Wir haben bereits 2 Terrarien gekauft, die nur darauf warten in den neuen Räumen installiert zu werden. Somit wird das Erdgeschoss zukünftig als reiner Terrarien- und Aquarienraum dienen. Auch für uns ist diese Situation nicht leicht, wir erwarten hochgiftige Tiere in den kommenden Monaten, deren Versorgung und Unterbringung spezifisches Fachwissen benötigt. Vielleicht kann sich der eine oder andere noch an das Jahresende 2019 erinnern, als kurz vor Silvester neun Vogelspinnen bei uns abgegeben wurden. Es stellte sich heraus, dass die Beschriftungen der Behälter fehlerhaft war und sich eine hochgiftige Trichternetzspinne unter den Tieren befand. Diese Spinne kann bis zu 18 km/h schnell werden und aus dem Stand zwei Meter weit springen. Sie ist auch für den Menschen äußerst gefährlich: Ein Biss kann zu anaphylaktischen Schocks, Lähmungen und sogar zum Verlust von Gliedmaßen führen. Und Abgaben dieser Art werden sich häufen und wir wollen dafür bereit sein, um auch diese Tiere, so artgerecht wie nur möglich, bei uns unterbringen zu können.

Mehr Platz für unsere Katzen

Mehr Platz für Katzen
Mehr Platz für Katzen

Im Obergeschoss des Hauptgebäudes befindet sich unser „Altherrenzimmer“, dort sind drei alte und kranke Kater untergebracht. Alle drei sind FIV positiv und bereits sehr eingeschränkt. Die Chancen für eine Vermittlung stehen hier leider schlecht, doch wir tun was wir können, um den drei Katern einen bestmöglichen Lebensabend zu ermöglichen. Sie haben eine Couch und viele Rückzugsmöglichkeiten mit Decken und weichen Kissen. Klettern wollen und können sie auf Grund ihres Zustandes bereits nicht mehr. Sie kommen gut miteinander klar und akzeptieren sich ohne Raufereien. Im Altherrenzimmer drehen wir die Heizung auch immer extra weit auf, denn gerade Wärme trägt besonders zu ihrem Wohlbefinden bei.

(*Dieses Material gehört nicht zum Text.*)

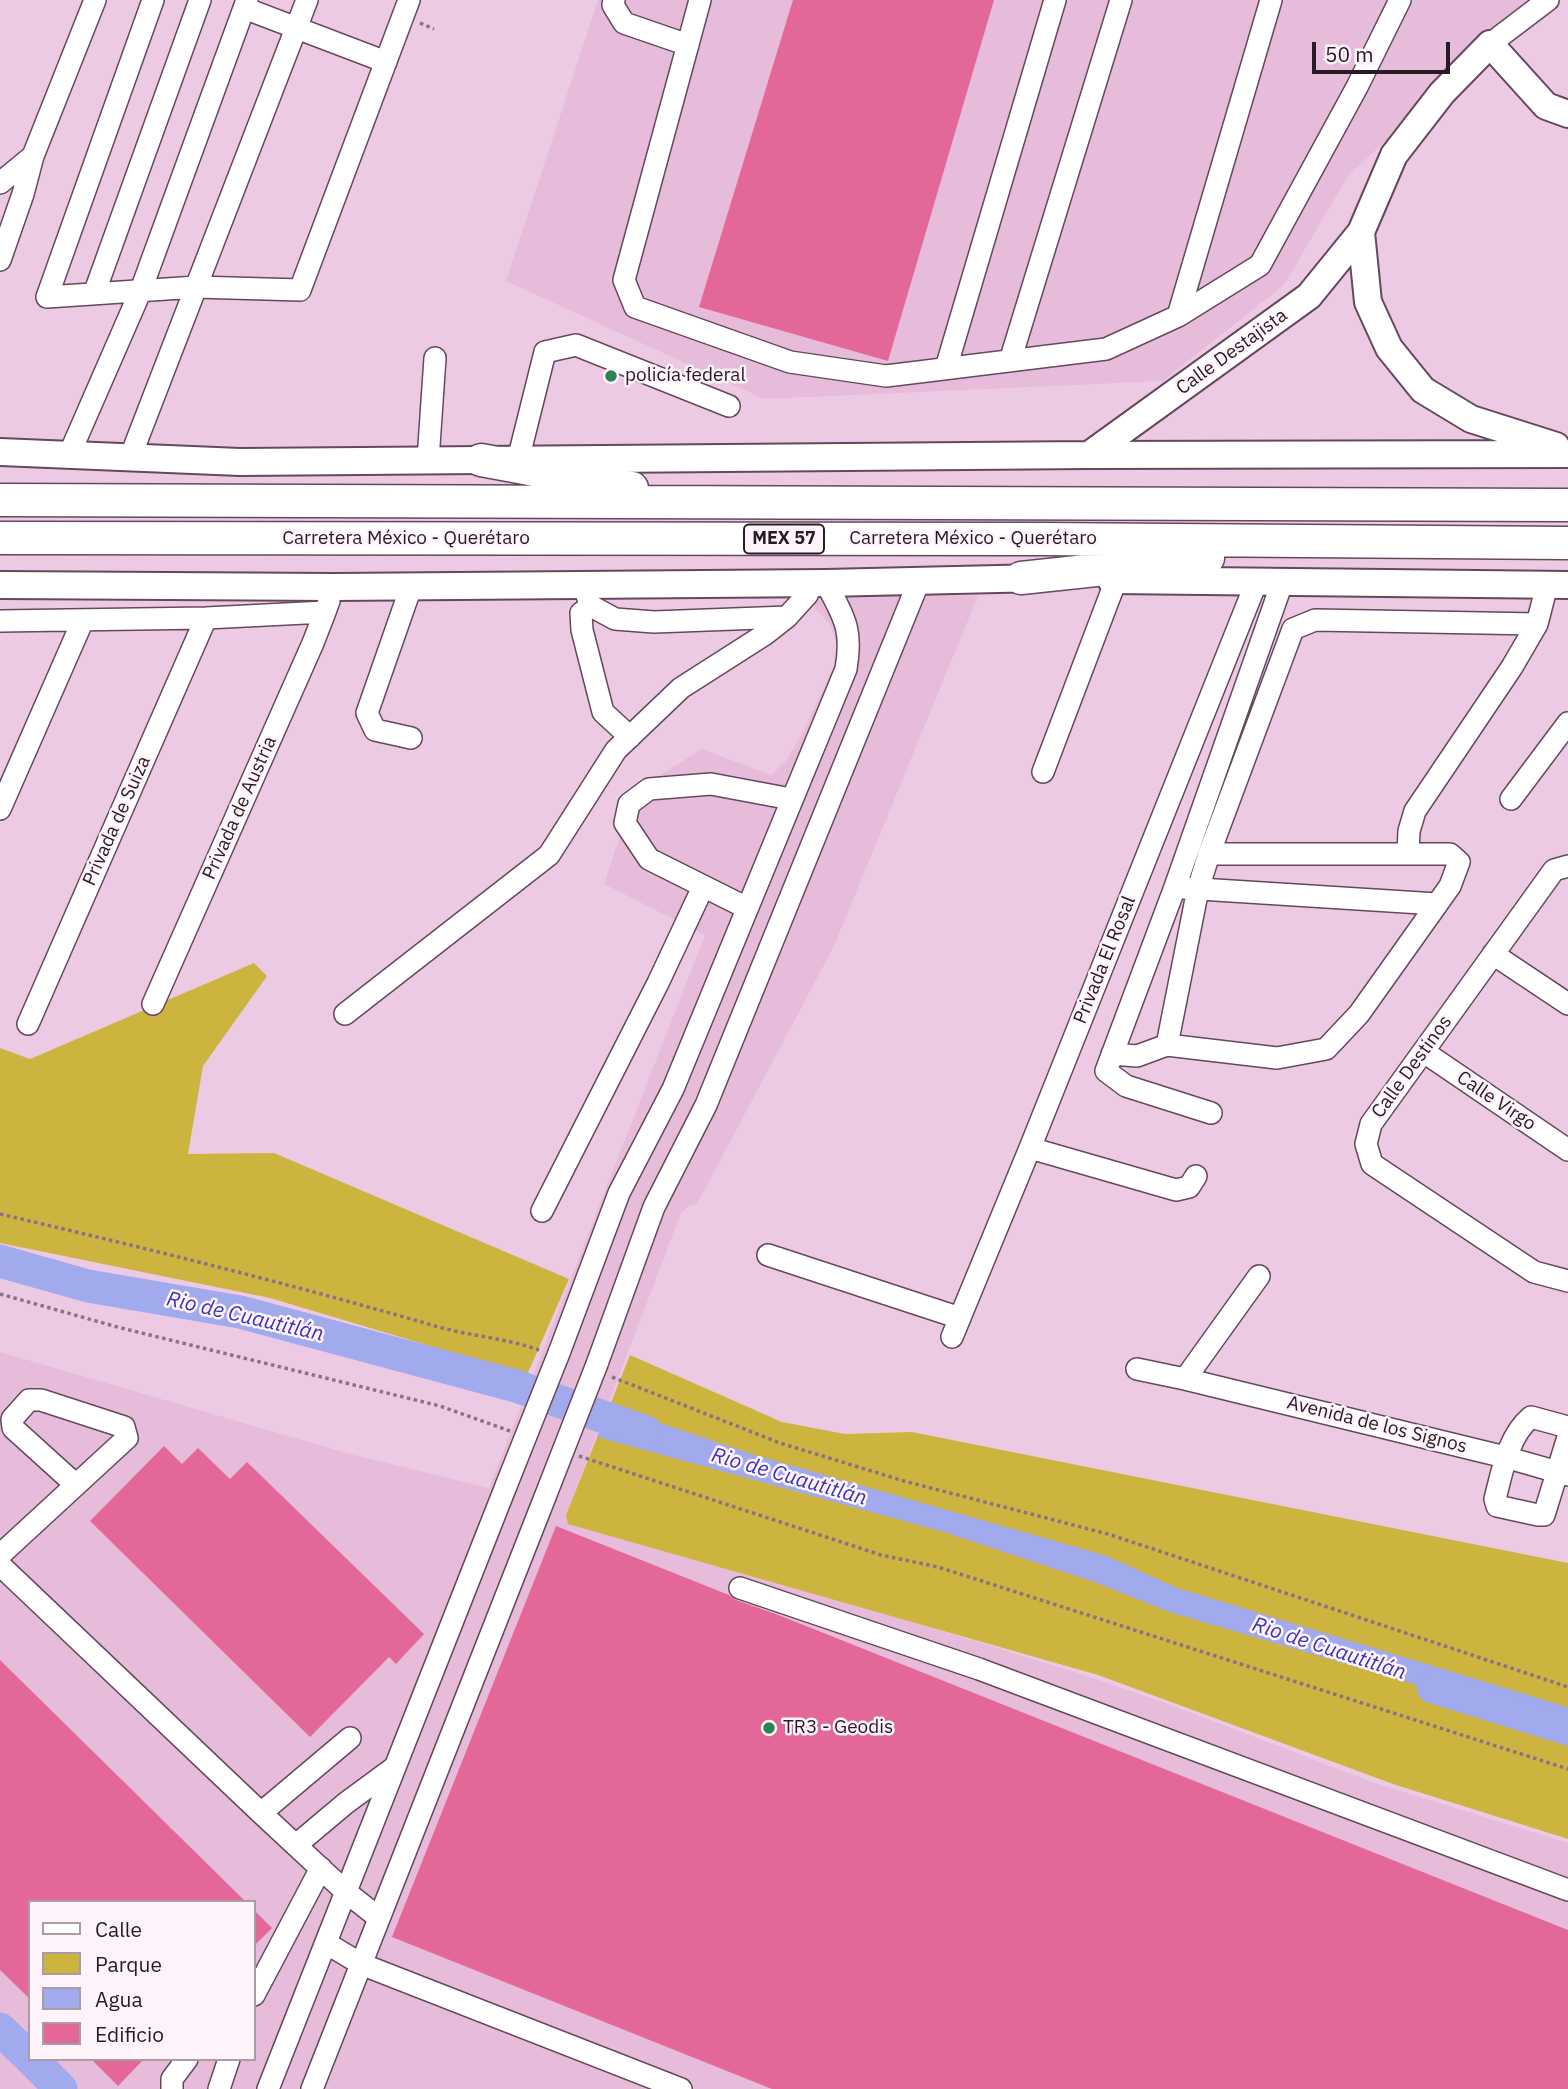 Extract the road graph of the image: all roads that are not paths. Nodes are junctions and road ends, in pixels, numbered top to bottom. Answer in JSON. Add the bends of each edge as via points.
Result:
{"nodes":[{"id":1,"x":95,"y":0,"type":"edge"},
{"id":2,"x":153,"y":0,"type":"edge"},
{"id":3,"x":200,"y":0,"type":"edge"},
{"id":4,"x":307,"y":0,"type":"edge"},
{"id":5,"x":410,"y":0,"type":"edge"},
{"id":6,"x":614,"y":0,"type":"edge"},
{"id":7,"x":700,"y":0,"type":"edge"},
{"id":8,"x":1055,"y":0,"type":"edge"},
{"id":9,"x":1121,"y":0,"type":"edge"},
{"id":10,"x":1271,"y":0,"type":"edge"},
{"id":11,"x":1400,"y":0,"type":"edge"},
{"id":12,"x":1548,"y":0,"type":"edge"},
{"id":13,"x":245,"y":4,"type":"edge"},
{"id":14,"x":295,"y":28,"type":"junction"},
{"id":15,"x":1490,"y":44,"type":"junction"},
{"id":16,"x":688,"y":45,"type":"junction"},
{"id":17,"x":386,"y":62,"type":"junction"},
{"id":18,"x":1568,"y":114,"type":"edge"},
{"id":19,"x":33,"y":156,"type":"junction"},
{"id":20,"x":0,"y":183,"type":"edge"},
{"id":21,"x":9,"y":218,"type":"edge"},
{"id":22,"x":1361,"y":232,"type":"junction"},
{"id":23,"x":1,"y":255,"type":"edge"},
{"id":24,"x":196,"y":287,"type":"junction"},
{"id":25,"x":141,"y":290,"type":"junction"},
{"id":26,"x":94,"y":293,"type":"junction"},
{"id":27,"x":1178,"y":316,"type":"junction"},
{"id":28,"x":435,"y":358,"type":"dead end"},
{"id":29,"x":1010,"y":360,"type":"junction"},
{"id":30,"x":946,"y":368,"type":"junction"},
{"id":31,"x":729,"y":407,"type":"dead end"},
{"id":32,"x":0,"y":452,"type":"edge"},
{"id":33,"x":1568,"y":452,"type":"edge"},
{"id":34,"x":69,"y":455,"type":"junction"},
{"id":35,"x":1089,"y":455,"type":"junction"},
{"id":36,"x":130,"y":458,"type":"junction"},
{"id":37,"x":428,"y":460,"type":"junction"},
{"id":38,"x":481,"y":460,"type":"junction"},
{"id":39,"x":518,"y":460,"type":"junction"},
{"id":40,"x":0,"y":500,"type":"edge"},
{"id":41,"x":695,"y":502,"type":"junction"},
{"id":42,"x":1568,"y":505,"type":"edge"},
{"id":43,"x":0,"y":538,"type":"edge"},
{"id":44,"x":1360,"y":542,"type":"junction"},
{"id":45,"x":1568,"y":542,"type":"edge"},
{"id":46,"x":1021,"y":578,"type":"junction"},
{"id":47,"x":1116,"y":580,"type":"junction"},
{"id":48,"x":919,"y":581,"type":"junction"},
{"id":49,"x":819,"y":583,"type":"junction"},
{"id":50,"x":1256,"y":583,"type":"junction"},
{"id":51,"x":1282,"y":583,"type":"junction"},
{"id":52,"x":0,"y":585,"type":"edge"},
{"id":53,"x":1558,"y":585,"type":"edge"},
{"id":54,"x":334,"y":587,"type":"junction"},
{"id":55,"x":411,"y":587,"type":"junction"},
{"id":56,"x":587,"y":596,"type":"junction"},
{"id":57,"x":325,"y":612,"type":"junction"},
{"id":58,"x":787,"y":617,"type":"junction"},
{"id":59,"x":206,"y":618,"type":"junction"},
{"id":60,"x":83,"y":620,"type":"junction"},
{"id":61,"x":0,"y":621,"type":"edge"},
{"id":62,"x":1537,"y":624,"type":"junction"},
{"id":63,"x":850,"y":647,"type":"junction"},
{"id":64,"x":887,"y":660,"type":"junction"},
{"id":65,"x":1568,"y":723,"type":"edge"},
{"id":66,"x":629,"y":737,"type":"junction"},
{"id":67,"x":411,"y":738,"type":"dead end"},
{"id":68,"x":1043,"y":772,"type":"dead end"},
{"id":69,"x":801,"y":775,"type":"junction"},
{"id":70,"x":835,"y":788,"type":"junction"},
{"id":71,"x":791,"y":799,"type":"junction"},
{"id":72,"x":1511,"y":799,"type":"dead end"},
{"id":73,"x":0,"y":809,"type":"edge"},
{"id":74,"x":777,"y":835,"type":"junction"},
{"id":75,"x":810,"y":848,"type":"junction"},
{"id":76,"x":1209,"y":854,"type":"junction"},
{"id":77,"x":1408,"y":854,"type":"junction"},
{"id":78,"x":1568,"y":866,"type":"edge"},
{"id":79,"x":703,"y":887,"type":"junction"},
{"id":80,"x":1175,"y":887,"type":"junction"},
{"id":81,"x":1198,"y":889,"type":"junction"},
{"id":82,"x":1437,"y":904,"type":"junction"},
{"id":83,"x":747,"y":908,"type":"junction"},
{"id":84,"x":1493,"y":954,"type":"junction"},
{"id":85,"x":153,"y":1003,"type":"dead end"},
{"id":86,"x":1568,"y":1004,"type":"edge"},
{"id":87,"x":345,"y":1014,"type":"dead end"},
{"id":88,"x":28,"y":1024,"type":"dead end"},
{"id":89,"x":694,"y":1038,"type":"junction"},
{"id":90,"x":1167,"y":1045,"type":"junction"},
{"id":91,"x":728,"y":1052,"type":"junction"},
{"id":92,"x":1424,"y":1052,"type":"junction"},
{"id":93,"x":1112,"y":1054,"type":"junction"},
{"id":94,"x":1212,"y":1113,"type":"dead end"},
{"id":95,"x":1030,"y":1148,"type":"junction"},
{"id":96,"x":1568,"y":1150,"type":"edge"},
{"id":97,"x":1196,"y":1176,"type":"dead end"},
{"id":98,"x":542,"y":1210,"type":"dead end"},
{"id":99,"x":768,"y":1255,"type":"dead end"},
{"id":100,"x":1259,"y":1276,"type":"dead end"},
{"id":101,"x":1568,"y":1281,"type":"edge"},
{"id":102,"x":1137,"y":1369,"type":"dead end"},
{"id":103,"x":1185,"y":1378,"type":"junction"},
{"id":104,"x":1568,"y":1434,"type":"edge"},
{"id":105,"x":1506,"y":1457,"type":"junction"},
{"id":106,"x":1563,"y":1473,"type":"edge"},
{"id":107,"x":76,"y":1485,"type":"junction"},
{"id":108,"x":0,"y":1556,"type":"edge"},
{"id":109,"x":0,"y":1565,"type":"edge"},
{"id":110,"x":740,"y":1588,"type":"dead end"},
{"id":111,"x":350,"y":1738,"type":"dead end"},
{"id":112,"x":395,"y":1768,"type":"junction"},
{"id":113,"x":261,"y":1813,"type":"junction"},
{"id":114,"x":296,"y":1845,"type":"junction"},
{"id":115,"x":321,"y":1868,"type":"junction"},
{"id":116,"x":1568,"y":1890,"type":"edge"},
{"id":117,"x":346,"y":1892,"type":"junction"},
{"id":118,"x":379,"y":1918,"type":"junction"},
{"id":119,"x":326,"y":1943,"type":"junction"},
{"id":120,"x":361,"y":1964,"type":"junction"},
{"id":121,"x":256,"y":1991,"type":"edge"},
{"id":122,"x":186,"y":2061,"type":"edge"},
{"id":123,"x":228,"y":2061,"type":"edge"},
{"id":124,"x":172,"y":2089,"type":"edge"},
{"id":125,"x":219,"y":2089,"type":"edge"},
{"id":126,"x":268,"y":2089,"type":"edge"},
{"id":127,"x":312,"y":2089,"type":"edge"},
{"id":128,"x":681,"y":2089,"type":"edge"}],
"edges":[{"from":1,"to":19,"type":"street"},
{"from":2,"to":26,"type":"street","via":[[47,297]]},
{"from":3,"to":26,"type":"street"},
{"from":4,"to":14,"type":"street"},
{"from":5,"to":17,"type":"street"},
{"from":6,"to":16,"type":"street","via":[[624,23]]},
{"from":7,"to":16,"type":"street"},
{"from":8,"to":30,"type":"street"},
{"from":9,"to":29,"type":"street"},
{"from":10,"to":27,"type":"street"},
{"from":11,"to":27,"type":"street","via":[[1260,265]]},
{"from":12,"to":15,"type":"street"},
{"from":13,"to":14,"type":"street"},
{"from":13,"to":25,"type":"street"},
{"from":14,"to":17,"type":"street"},
{"from":14,"to":24,"type":"street"},
{"from":15,"to":18,"type":"main road","via":[[1546,106]]},
{"from":15,"to":22,"type":"main road","name":"Calle Destajista","via":[[1442,93],[1394,155]]},
{"from":16,"to":30,"type":"street","via":[[624,279],[635,307],[790,362],[886,376]]},
{"from":17,"to":24,"type":"street","via":[[300,290]]},
{"from":19,"to":20,"type":"street"},
{"from":19,"to":21,"type":"street"},
{"from":21,"to":23,"type":"street"},
{"from":22,"to":33,"type":"main road","name":"Calle Destajista","via":[[1368,302],[1390,348],[1423,390],[1471,419]]},
{"from":22,"to":35,"type":"main road","name":"Calle Destajista","via":[[1309,296]]},
{"from":24,"to":25,"type":"street"},
{"from":24,"to":36,"type":"street"},
{"from":25,"to":26,"type":"street"},
{"from":25,"to":34,"type":"street"},
{"from":27,"to":29,"type":"street","via":[[1105,349]]},
{"from":28,"to":37,"type":"street"},
{"from":29,"to":30,"type":"street"},
{"from":31,"to":39,"type":"street","via":[[576,345],[545,352]]},
{"from":32,"to":34,"type":"main road"},
{"from":33,"to":35,"type":"main road"},
{"from":34,"to":36,"type":"main road"},
{"from":35,"to":39,"type":"main road"},
{"from":36,"to":37,"type":"main road"},
{"from":37,"to":38,"type":"main road"},
{"from":38,"to":39,"type":"main road"},
{"from":38,"to":41,"type":"highway"},
{"from":40,"to":41,"type":"highway","name":"Carretera México - Querétaro","number":"MEX 57"},
{"from":41,"to":42,"type":"highway","name":"Carretera México - Querétaro","number":"MEX 57"},
{"from":43,"to":44,"type":"highway","name":"Carretera México - Querétaro","number":"MEX 57"},
{"from":44,"to":45,"type":"highway","name":"Carretera México - Querétaro","number":"MEX 57"},
{"from":44,"to":46,"type":"highway"},
{"from":46,"to":47,"type":"main road"},
{"from":46,"to":48,"type":"main road"},
{"from":47,"to":50,"type":"main road"},
{"from":47,"to":68,"type":"street"},
{"from":48,"to":49,"type":"main road"},
{"from":48,"to":64,"type":"street"},
{"from":49,"to":56,"type":"main road"},
{"from":49,"to":58,"type":"street"},
{"from":49,"to":63,"type":"street","via":[[847,624]]},
{"from":50,"to":51,"type":"main road"},
{"from":50,"to":95,"type":"street","name":"Privada El Rosal"},
{"from":51,"to":53,"type":"main road"},
{"from":51,"to":80,"type":"street"},
{"from":52,"to":54,"type":"main road"},
{"from":53,"to":62,"type":"street"},
{"from":54,"to":55,"type":"main road"},
{"from":54,"to":57,"type":"street","name":"Privada de Austria"},
{"from":55,"to":56,"type":"main road"},
{"from":55,"to":67,"type":"street","via":[[367,713],[374,730]]},
{"from":56,"to":58,"type":"street","via":[[614,619]]},
{"from":56,"to":66,"type":"street","via":[[582,630],[603,712]]},
{"from":57,"to":59,"type":"street"},
{"from":57,"to":85,"type":"street","name":"Privada de Austria"},
{"from":58,"to":66,"type":"street","via":[[681,688]]},
{"from":59,"to":60,"type":"street"},
{"from":59,"to":88,"type":"street","name":"Privada de Suiza"},
{"from":60,"to":61,"type":"street"},
{"from":60,"to":73,"type":"street"},
{"from":62,"to":76,"type":"street","via":[[1315,620],[1293,629]]},
{"from":62,"to":77,"type":"street","via":[[1415,811]]},
{"from":63,"to":64,"type":"street"},
{"from":63,"to":69,"type":"street","via":[[846,669]]},
{"from":64,"to":70,"type":"street"},
{"from":65,"to":72,"type":"street"},
{"from":66,"to":87,"type":"street","via":[[549,855]]},
{"from":69,"to":70,"type":"street"},
{"from":69,"to":71,"type":"street"},
{"from":70,"to":75,"type":"street"},
{"from":71,"to":74,"type":"street"},
{"from":71,"to":79,"type":"street","via":[[711,785],[649,789],[629,804],[625,823],[649,859]]},
{"from":74,"to":75,"type":"street"},
{"from":74,"to":83,"type":"street"},
{"from":75,"to":91,"type":"street"},
{"from":76,"to":77,"type":"street"},
{"from":76,"to":81,"type":"street"},
{"from":77,"to":82,"type":"street","via":[[1450,854],[1458,862],[1450,886]]},
{"from":78,"to":84,"type":"street","name":"Calle Destinos","via":[[1553,870]]},
{"from":79,"to":83,"type":"street"},
{"from":79,"to":98,"type":"street"},
{"from":80,"to":81,"type":"street"},
{"from":80,"to":93,"type":"street"},
{"from":81,"to":82,"type":"street"},
{"from":81,"to":90,"type":"street"},
{"from":82,"to":90,"type":"street","via":[[1359,1014],[1326,1049],[1277,1058]]},
{"from":83,"to":89,"type":"street"},
{"from":84,"to":86,"type":"street"},
{"from":84,"to":92,"type":"street","name":"Calle Destinos"},
{"from":89,"to":91,"type":"street"},
{"from":89,"to":112,"type":"street","bridge":true,"via":[[620,1193],[554,1354]]},
{"from":90,"to":93,"type":"street","via":[[1137,1056]]},
{"from":91,"to":118,"type":"street","bridge":true,"via":[[654,1207],[604,1370],[545,1497]]},
{"from":92,"to":96,"type":"street","name":"Calle Virgo"},
{"from":92,"to":101,"type":"street","name":"Calle Destinos","via":[[1371,1124],[1366,1144],[1372,1164],[1534,1272]]},
{"from":93,"to":94,"type":"street","via":[[1106,1071],[1126,1086]]},
{"from":95,"to":97,"type":"street","via":[[1176,1190],[1189,1187]]},
{"from":95,"to":99,"type":"street","name":"Privada El Rosal","via":[[956,1327]]},
{"from":100,"to":103,"type":"street"},
{"from":102,"to":103,"type":"street","name":"Avenida de los Signos"},
{"from":103,"to":105,"type":"street","name":"Avenida de los Signos"},
{"from":104,"to":105,"type":"street","via":[[1564,1426],[1531,1417]]},
{"from":104,"to":106,"type":"street"},
{"from":105,"to":106,"type":"street","name":"Avenida de los Signos"},
{"from":105,"to":106,"type":"street","via":[[1497,1506],[1544,1515]]},
{"from":107,"to":107,"type":"street","via":[[127,1438],[124,1427],[29,1400],[12,1419],[13,1428]]},
{"from":107,"to":108,"type":"street"},
{"from":109,"to":113,"type":"street"},
{"from":110,"to":116,"type":"street","via":[[979,1669]]},
{"from":111,"to":113,"type":"street"},
{"from":112,"to":114,"type":"street"},
{"from":112,"to":117,"type":"street"},
{"from":113,"to":114,"type":"street"},
{"from":114,"to":115,"type":"street"},
{"from":115,"to":117,"type":"street"},
{"from":115,"to":121,"type":"street"},
{"from":117,"to":118,"type":"street"},
{"from":117,"to":119,"type":"street"},
{"from":118,"to":120,"type":"street"},
{"from":119,"to":120,"type":"street"},
{"from":119,"to":126,"type":"street"},
{"from":120,"to":127,"type":"street"},
{"from":120,"to":128,"type":"street"},
{"from":122,"to":124,"type":"street","via":[[172,2079]]},
{"from":123,"to":125,"type":"street"}]}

Dann gibt es noch die Kittenzimmer, wo trächtige Katzen in Ruhe ihre Babys auf die Welt bringen, säugen und aufziehen können. Die Einrichtung ähnelt Wohnzimmern (mit Sofas, Kissen etc.), dies ermöglicht später eine bessere und leichtere Sozialisierung. Die bald renovierten Räume sollen ebenfalls als Katzenzimmer dienen, um dem Andrang in den Katzenhäusern besser Herr werden zu können.

Arbeit gibt es immer!
Wie Sie sehen, gibt es bei uns im Tierheim Oekoven immer etwas zu tun. Um all unseren Schützlingen bestmöglich gerecht werden zu können, nutzen wir die uns gegebenen Ressourcen und bedanken uns bei allen ehrenamtlichen Helfern, Spendern und Paten. Ohne Ihre Unterstützung wäre dies alles nicht möglich.  Und wir werden immer wieder vor neue Herausforderungen gestellt, die es zu meistern gilt. Durch das neue Gifttiergesetz müssen wir uns auf mehr Exoten im Tierheim einstellen, deren Unterbringung sehr kostenintensiv ist. Auch wenn Schlangen, Spinnen & Co. bei Weitem nicht solche Sympathieträger sind wie niedlich Katzenkinder, benötigen auch sie unsere Hilfe. Vielen Dank für Ihre Unterstützung!